Peraltro, lo stesso comma 1-ter dell’art. 2 bis citato stabilisce un limite per gli edifici siti nei centri storici o “in ulteriori ambiti di particolare pregio storico e architettonico, prevedendo che in tali ipotesi gli interventi di demolizione e ricostruzione possano essere realizzati esclusivamente nell’ambito di piani urbanistici di recupero e di riqualificazione particolareggiati, di competenza comunale”, fatte salve “le previsioni degli strumenti di pianificazione territoriale, paesaggistica e urbanistica vigenti e i pareri degli enti preposti alla tutela”.

Detto limite risulta assai rilevante, posto che gli interventi di demolizione e ricostruzione degli immobili siti nei centri storici, o di rilevante pregio, possono essere qualificati come interventi di ristrutturazione edilizia, anziché di nuova costruzione, solo se:

– eseguiti con mantenimento di sagoma, prospetti, sedime e caratteristiche planivolumetriche e tipologiche dell’edificio preesistente e senza incremento di volumetria;

– realizzati mediante esecuzione di apposita pianificazione urbanistica, e non mediante titolo edilizio semplice. ​

Il limite in questione è condivisibile e può trovare spiegazione nelle esigenze di tutela dei centri storici nei quali un “indiscriminato” incremento volumetrico comporti una “snaturazione” della consistenza degli immobili e dei quartieri di antica edificazione.

Risulta quindi corretto che, in ipotesi di realizzazione di tali interventi nei centri storici o in ambiti di pregio, al fine di evitare la realizzazione di ulteriori “obbrobri” edilizi (già molto diffusi nel Paese e di cui non si sente affatto la mancanza), gli interventi in esame vengano attuati sotto l’attento controllo dei competenti uffici delle amministrazioni comunali.

 

  1. Deroghe ai limiti di distanza tra fabbricati

 

Il nuovo comma 1-ter dell’art. 2-bis del T.U. Edilizia, così come modificato dall’art. 10, comma 1, lett. a) del D.L. “Semplificazioni”, introduce un’importante deroga alla regolamentazione delle distanze tra fabbricati e dal confine.

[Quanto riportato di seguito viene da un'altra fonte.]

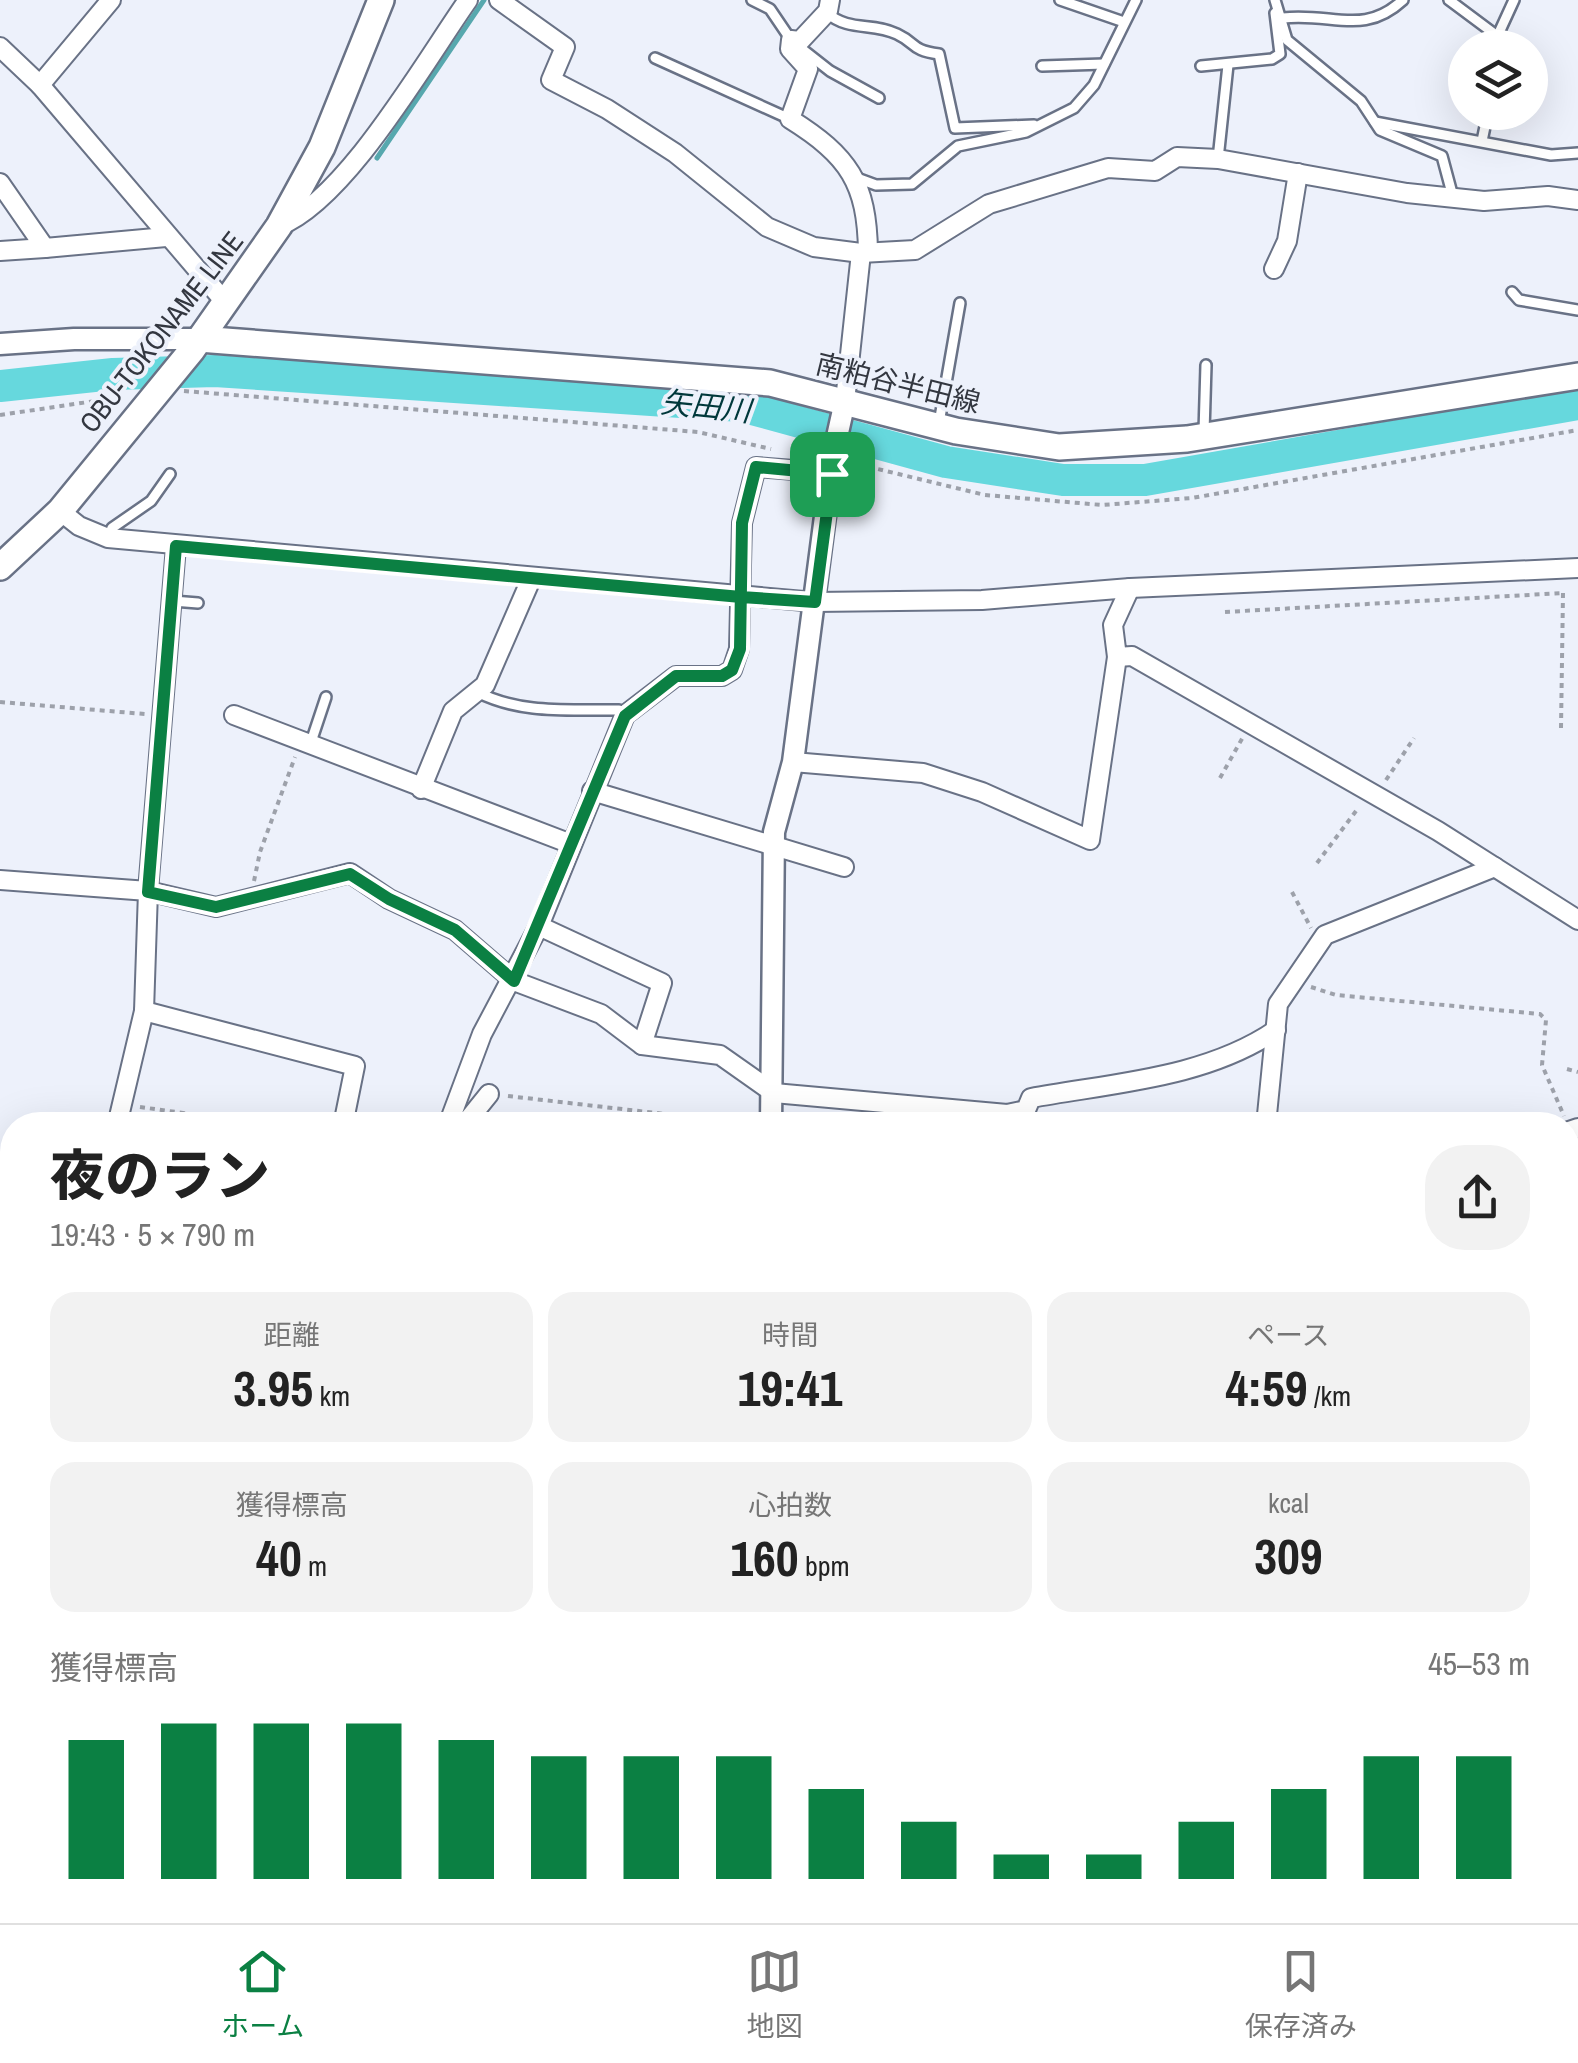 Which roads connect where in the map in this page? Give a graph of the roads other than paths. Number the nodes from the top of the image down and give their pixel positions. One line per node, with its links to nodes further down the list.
1 (111, 0): 24 (street)
2 (381, 0): 31 (main road, OBU-TOKONAME LINE)
3 (468, 0): 34 (street)
4 (499, 0): 44 (street)
5 (752, 0): 17 (lane)
6 (1060, 0): 14 (lane)
7 (1136, 0): 14 (lane)
8 (1274, 0): 13 (lane)
9 (1403, 0): 13 (lane)
10 (1450, 0): 15 (lane)
11 (1514, 0): 16 (lane)
12 (828, 6): 17 (street); 28 (lane)
13 (1279, 15): 21 (lane); 27 (lane)
14 (1124, 22): 20 (lane)
15 (1489, 30)
16 (1499, 30)
17 (796, 40): 25 (lane); 26 (street)
18 (0, 47): 24 (street)
19 (655, 58): 26 (lane)
20 (1104, 64): 22 (lane); 28 (lane)
21 (1228, 65): 23 (lane); 33 (lane)
22 (1042, 66)
23 (1200, 66)
24 (40, 85): 41 (street)
25 (880, 98)
26 (790, 119): 36 (street)
27 (1374, 122): 30 (lane); 38 (lane)
28 (1037, 126): 36 (lane)
29 (1484, 130): 30 (lane)
30 (1482, 141): 32 (lane)
31 (322, 148): 34 (street); 40 (main road, OBU-TOKONAME LINE)
32 (1578, 153)
33 (1218, 159): 35 (street); 44 (street)
34 (354, 162): 40 (street)
35 (1298, 174): 38 (street); 45 (street)
36 (857, 178): 44 (street)
37 (0, 183): 42 (street)
38 (1454, 197): 39 (street)
39 (1578, 200)
40 (279, 226): 47 (main road, OBU-TOKONAME LINE)
41 (166, 237): 42 (street); 47 (street)
42 (45, 248): 43 (street)
43 (0, 251)
44 (865, 253): 54 (street)
45 (1274, 268)
46 (1512, 292): 49 (lane)
47 (225, 302): 51 (main road, OBU-TOKONAME LINE)
48 (960, 303): 55 (lane)
49 (1578, 310)
50 (0, 344): 51 (street)
51 (196, 345): 54 (main road, 南粕谷半田線); 59 (main road, OBU-TOKONAME LINE)
52 (1206, 365): 56 (lane)
53 (1578, 376): 56 (main road, 南粕谷半田線)
54 (843, 404): 55 (main road, 南粕谷半田線); 57 (street)
55 (939, 426): 56 (main road, 南粕谷半田線)
56 (1204, 436)
57 (833, 463): 66 (street); 68 (street)
58 (170, 474): 60 (lane)
59 (60, 511): 60 (street); 62 (main road, OBU-TOKONAME LINE)
60 (108, 538): 61 (street)
61 (176, 546): 64 (street); 67 (street)
62 (0, 567)
63 (1571, 568): 65 (street)
64 (532, 577): 66 (street); 71 (street)
65 (1130, 588): 68 (street); 70 (street)
66 (741, 597): 68 (street); 74 (street)
67 (173, 601): 69 (lane); 84 (street)
68 (815, 602): 76 (street)
69 (198, 603)
70 (1117, 657): 76 (street); 82 (street)
71 (477, 692): 74 (lane); 77 (street)
72 (326, 698): 75 (lane)
73 (234, 715): 75 (street)
74 (625, 716): 78 (street)
75 (306, 743): 77 (street)
76 (793, 762): 80 (street)
77 (421, 788): 79 (street)
78 (592, 791): 79 (street); 80 (street)
79 (571, 844): 86 (street)
80 (774, 848): 81 (street); 91 (street)
81 (844, 867)
82 (1495, 867): 85 (street); 89 (street)
83 (0, 880): 84 (street)
84 (148, 892): 87 (street); 88 (street)
85 (1578, 920)
86 (539, 926): 87 (street); 90 (street)
87 (514, 981): 90 (street); 95 (street)
88 (144, 1011): 93 (street); 94 (street)
89 (1276, 1030): 99 (street); 100 (street)
90 (642, 1046): 91 (street)
91 (774, 1092): 97 (street); 98 (street)
92 (489, 1094): 96 (street)
93 (122, 1112)
94 (346, 1112)
95 (453, 1112)
96 (474, 1112)
97 (772, 1112)
98 (986, 1112)
99 (1016, 1112)
100 (1267, 1112)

La norma, nella versione previgente, consentiva l’esecuzione di tutti gli interventi di demolizione e ricostruzione – anche per ristrutturazione edilizia – nel rispetto delle distanze legittimamente preesistenti, purché venisse conservata la coincidenza dell’area di sedime, del volume e dell’altezza massima dell’edificio ricostruito rispetto a quello demolito.

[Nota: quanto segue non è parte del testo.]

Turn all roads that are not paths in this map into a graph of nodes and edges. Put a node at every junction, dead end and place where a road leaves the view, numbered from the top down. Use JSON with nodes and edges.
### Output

La nuova formulazione del comma 1-ter prevede invece che, “anche qualora le dimensioni del lotto di pertinenza non consentano la modifica dell’area di sedime ai fini del rispetto delle distanze minime tra gli edifici e dai confini”, la demolizione e ricostruzione possa eseguirsi nel rispetto delle distanze legittimamente preesistenti anche in caso di incremento volumetrico derivante da applicazione di incentivi, che possono comportare sia “ampliamenti fuori sagoma” sia “il superamento dell’altezza massima dell’edificio demolito”.

 

  1. La manutenzione straordinaria

 

Il nuovo art. 3, comma 1, lett. b) del T.U.E., come modificato dall’art. 10, comma 1, lett. b), n. 1, D.L. “Semplificazioni”, amplia l’ambito di applicazione delle manutenzioni straordinarie, ovvero delle opere e degli interventi necessari per rinnovare e sostituire parti anche strutturali degli edifici, nonché per realizzare ed integrare i servizi igienico-sanitari e tecnologici, “sempre che non alterino la volumetria complessiva degli edifici.

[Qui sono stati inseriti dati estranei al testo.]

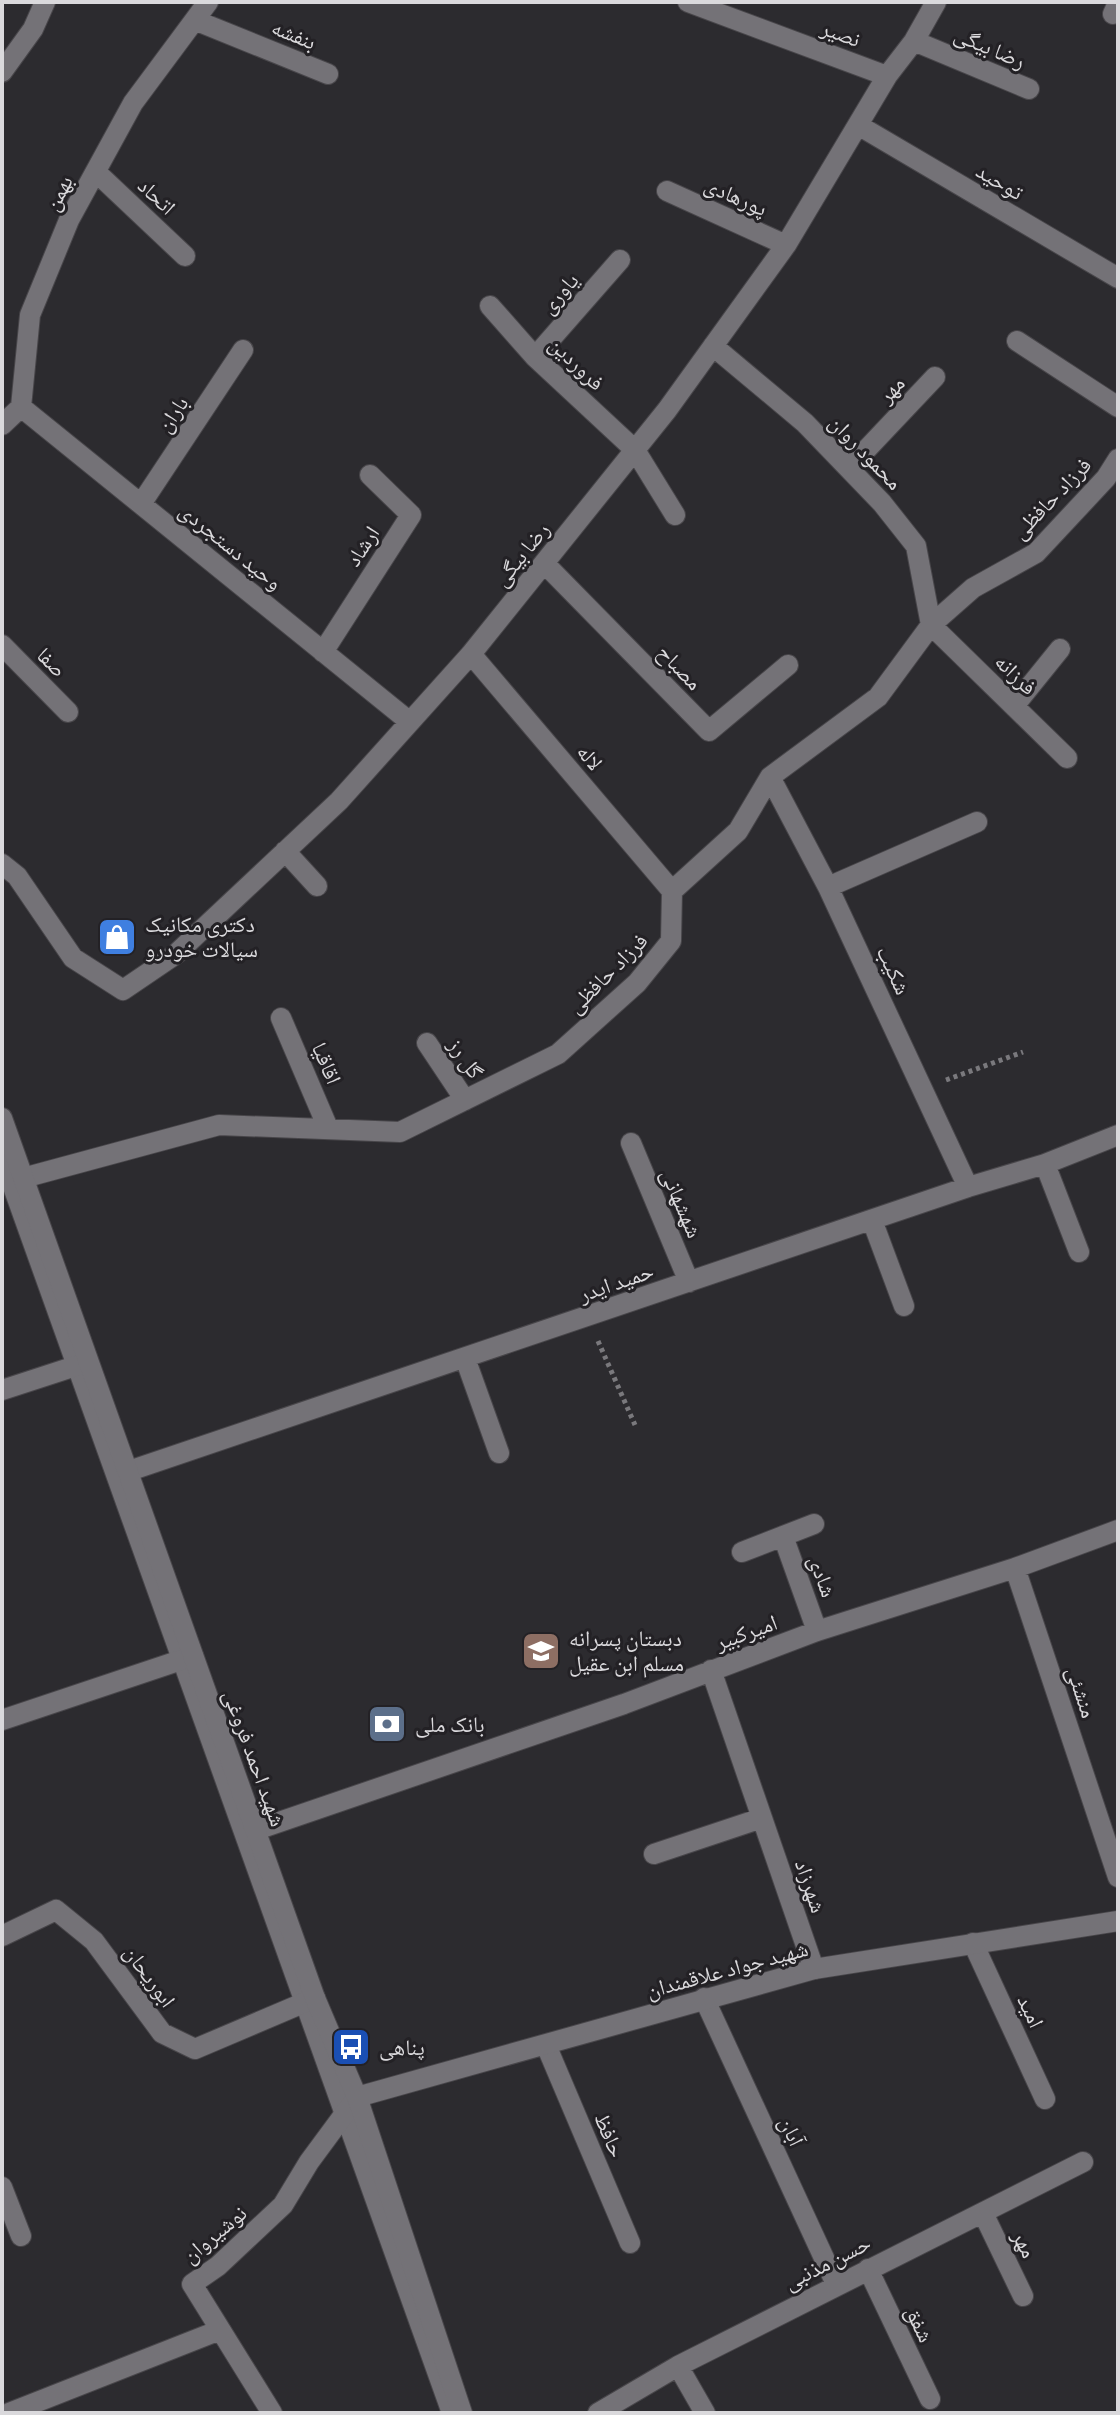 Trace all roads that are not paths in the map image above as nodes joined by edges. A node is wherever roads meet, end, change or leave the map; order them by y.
1 (45, 2) edge
2 (208, 2) edge
3 (688, 2) edge
4 (936, 2) edge
5 (197, 21) junction
6 (914, 41) junction
7 (2, 72) edge
8 (328, 74) dead end
9 (887, 76) junction
10 (1029, 89) dead end
11 (858, 125) junction
12 (96, 172) junction
13 (667, 191) dead end
14 (786, 245) junction
15 (185, 256) dead end
16 (620, 260) dead end
17 (1118, 278) edge
18 (490, 306) dead end
19 (1017, 341) dead end
20 (713, 346) junction
21 (243, 350) dead end
22 (535, 357) junction
23 (935, 377) dead end
24 (21, 407) junction
25 (1118, 407) edge
26 (2, 425) edge
27 (635, 450) junction
28 (1118, 459) edge
29 (849, 468) junction
30 (370, 475) dead end
31 (1112, 485) edge
32 (141, 504) junction
33 (675, 515) dead end
34 (544, 563) junction
35 (931, 625) junction
36 (2, 645) edge
37 (1060, 649) dead end
38 (323, 652) junction
39 (471, 654) junction
40 (788, 665) dead end
41 (1014, 706) junction
42 (68, 712) dead end
43 (410, 722) junction
44 (1067, 758) dead end
45 (770, 777) junction
46 (977, 822) dead end
47 (285, 851) junction
48 (2, 864) edge
49 (317, 886) dead end
50 (828, 887) junction
51 (672, 891) junction
52 (281, 1018) dead end
53 (427, 1043) dead end
54 (465, 1100) junction
55 (2, 1118) edge
56 (328, 1128) junction
57 (1118, 1135) edge
58 (631, 1143) dead end
59 (2, 1156) edge
60 (1045, 1164) junction
61 (23, 1178) junction
62 (968, 1187) junction
63 (872, 1220) junction
64 (1079, 1252) dead end
65 (689, 1282) junction
66 (904, 1306) dead end
67 (465, 1358) junction
68 (88, 1362) junction
69 (2, 1390) edge
70 (499, 1453) dead end
71 (129, 1471) junction
72 (814, 1524) dead end
73 (1118, 1530) edge
74 (783, 1536) junction
75 (742, 1552) dead end
76 (1015, 1568) junction
77 (817, 1631) junction
78 (193, 1656) junction
79 (711, 1670) junction
80 (2, 1720) edge
81 (762, 1818) junction
82 (256, 1830) junction
83 (654, 1854) dead end
84 (1118, 1877) edge
85 (1117, 1920) edge
86 (2, 1936) edge
87 (973, 1943) junction
88 (814, 1969) junction
89 (315, 1998) junction
90 (704, 1998) junction
91 (546, 2045) junction
92 (1045, 2099) dead end
93 (351, 2105) junction
94 (1083, 2162) dead end
95 (2, 2187) edge
96 (983, 2213) junction
97 (21, 2236) dead end
98 (630, 2243) dead end
99 (868, 2269) junction
100 (836, 2284) junction
101 (1023, 2296) dead end
102 (220, 2330) junction
103 (678, 2366) junction
104 (930, 2399) dead end
105 (9, 2413) edge
106 (272, 2413) edge
107 (452, 2413) edge
108 (462, 2413) edge
109 (598, 2413) edge
110 (705, 2413) edge

1 - 7 street
2 - 5 street, بهمن
3 - 9 street, نصیر
4 - 6 street
5 - 8 street, بنفشه
5 - 12 street, بهمن
6 - 9 street, رضا بیگی
6 - 10 street, رضا بیگی
9 - 11 street, رضا بیگی
11 - 14 street, رضا بیگی
11 - 17 street, توحید
12 - 15 street, اتحاد
12 - 24 street, بهمن
13 - 14 street, پورهادی
14 - 20 street, رضا بیگی
16 - 22 street, یاوری
18 - 22 street, فروردین
19 - 25 street
20 - 27 street, رضا بیگی
20 - 29 street, محمود روان
21 - 32 street, باران
22 - 27 street, فروردین
23 - 29 street, مهر
24 - 26 street
24 - 32 street, وحید دستجردی
27 - 33 street, فروردین
27 - 34 street, رضا بیگی
28 - 31 street, فرزاد حافظی
29 - 35 street, محمود روان
30 - 38 street, ارشاد
31 - 35 street, فرزاد حافظی
32 - 38 street, وحید دستجردی
34 - 39 street, رضا بیگی
34 - 40 street, مصباح
35 - 41 street, فرزانه
35 - 45 street, فرزاد حافظی
36 - 42 street, صفا
37 - 41 street
38 - 43 street, وحید دستجردی
39 - 43 street, رضا بیگی
39 - 51 street, لاله
41 - 44 street, فرزانه
43 - 47 street, رضا بیگی
45 - 50 street, شکیب
45 - 51 street, فرزاد حافظی
46 - 50 street
47 - 48 street, رضا بیگی
47 - 49 street
50 - 62 street, شکیب
51 - 54 street, فرزاد حافظی
52 - 56 street, اقاقیا
53 - 54 street, گل رز
54 - 56 street, فرزاد حافظی
55 - 61 street, شهید احمد فروغی
56 - 61 street, فرزاد حافظی
57 - 60 street, حمید ایدر
58 - 65 street, شهشهانی
59 - 93 street, شهید احمد فروغی
60 - 62 street, حمید ایدر
60 - 64 street
61 - 68 street, شهید احمد فروغی
62 - 63 street, حمید ایدر
63 - 65 street, حمید ایدر
63 - 66 street
65 - 67 street, حمید ایدر
67 - 70 street
67 - 71 street, حمید ایدر
68 - 69 street
68 - 71 street, شهید احمد فروغی
71 - 78 street, شهید احمد فروغی
72 - 74 street
73 - 76 street, امیرکبیر
74 - 75 street
74 - 77 street, شادی
76 - 77 street, امیرکبیر
76 - 84 street, منشئی
77 - 79 street, امیرکبیر
78 - 80 street
78 - 82 street, شهید احمد فروغی
79 - 81 street, شهرزاد
79 - 82 street, امیرکبیر
81 - 83 street
81 - 88 street, شهرزاد
82 - 89 street, شهید احمد فروغی
85 - 87 street, شهید جواد علاقمندان
86 - 89 street, ابوریحان
87 - 88 street, شهید جواد علاقمندان
87 - 92 street, امید
88 - 90 street, شهید جواد علاقمندان
89 - 93 street, شهید احمد فروغی
90 - 91 street, شهید جواد علاقمندان
90 - 100 street, آبان
91 - 93 street, شهید جواد علاقمندان
91 - 98 street, حافظ
93 - 102 street, نوشیروان
93 - 107 street, شهید احمد فروغی
93 - 108 street, شهید احمد فروغی
94 - 96 street, حسن مذنبی
95 - 97 street
96 - 99 street, حسن مذنبی
96 - 101 street, مهر
99 - 100 street, حسن مذنبی
99 - 104 street, شفق
100 - 103 street, حسن مذنبی
102 - 105 street
102 - 106 street, نوشیروان
103 - 109 street, حسن مذنبی
103 - 110 street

A differenza della previgente formulazione, ora integra manutenzione straordinaria anche l’intervento che contempla una modificazione delle destinazioni d’uso, purché “non comporti mutamenti urbanisticamente rilevanti delle destinazioni d’uso implicanti incremento del carico urbanistico.

Pertanto, un intervento di manutenzione straordinaria può ora comportare anche la modificazione della destinazione d’uso di un edificio, a condizione che quest’ultima non sia “rilevante” dal punto di vista urbanistico, ossia non integri un incremento di carico urbanistico.

Anche il concetto di destinazione d’uso di un immobile viene ampliato rispetto al testo normativo previgente (art. 23 ter, comma 2, T.U. Edilizia, ai sensi del quale, “La destinazione d’uso di un fabbricato o di una unità immobiliare è quella prevalente in termini di superficie utile), in quanto il D.L. “Semplificazioni” – all’art. 10, comma 1, lett. m) – stabilisce che ora la destinazione d’uso si può desumere da molteplice documentazione, inerente il “[…] titolo abilitativo che ha previsto la costruzione [dell’immobile] o che ne ha legittimato la stessa e da quello che ha disciplinato l’ultimo intervento edilizio che ha interessato l’intero immobile o unità immobiliare, integrati con gli eventuali titoli successivi che hanno abilitato interventi parziali”[2].

In tal modo, il legislatore consente di individuare la destinazione d’uso di un immobile facendo riferimento non solo al corrente utilizzo prevalente, in termini di superficie utile, ma anche alla destinazione prevista nel titolo abilitativo a seguito del quale l’immobile è stato edificato, come integrata dai successivi titoli edilizi legittimanti ulteriori interventi sullo stesso immobile.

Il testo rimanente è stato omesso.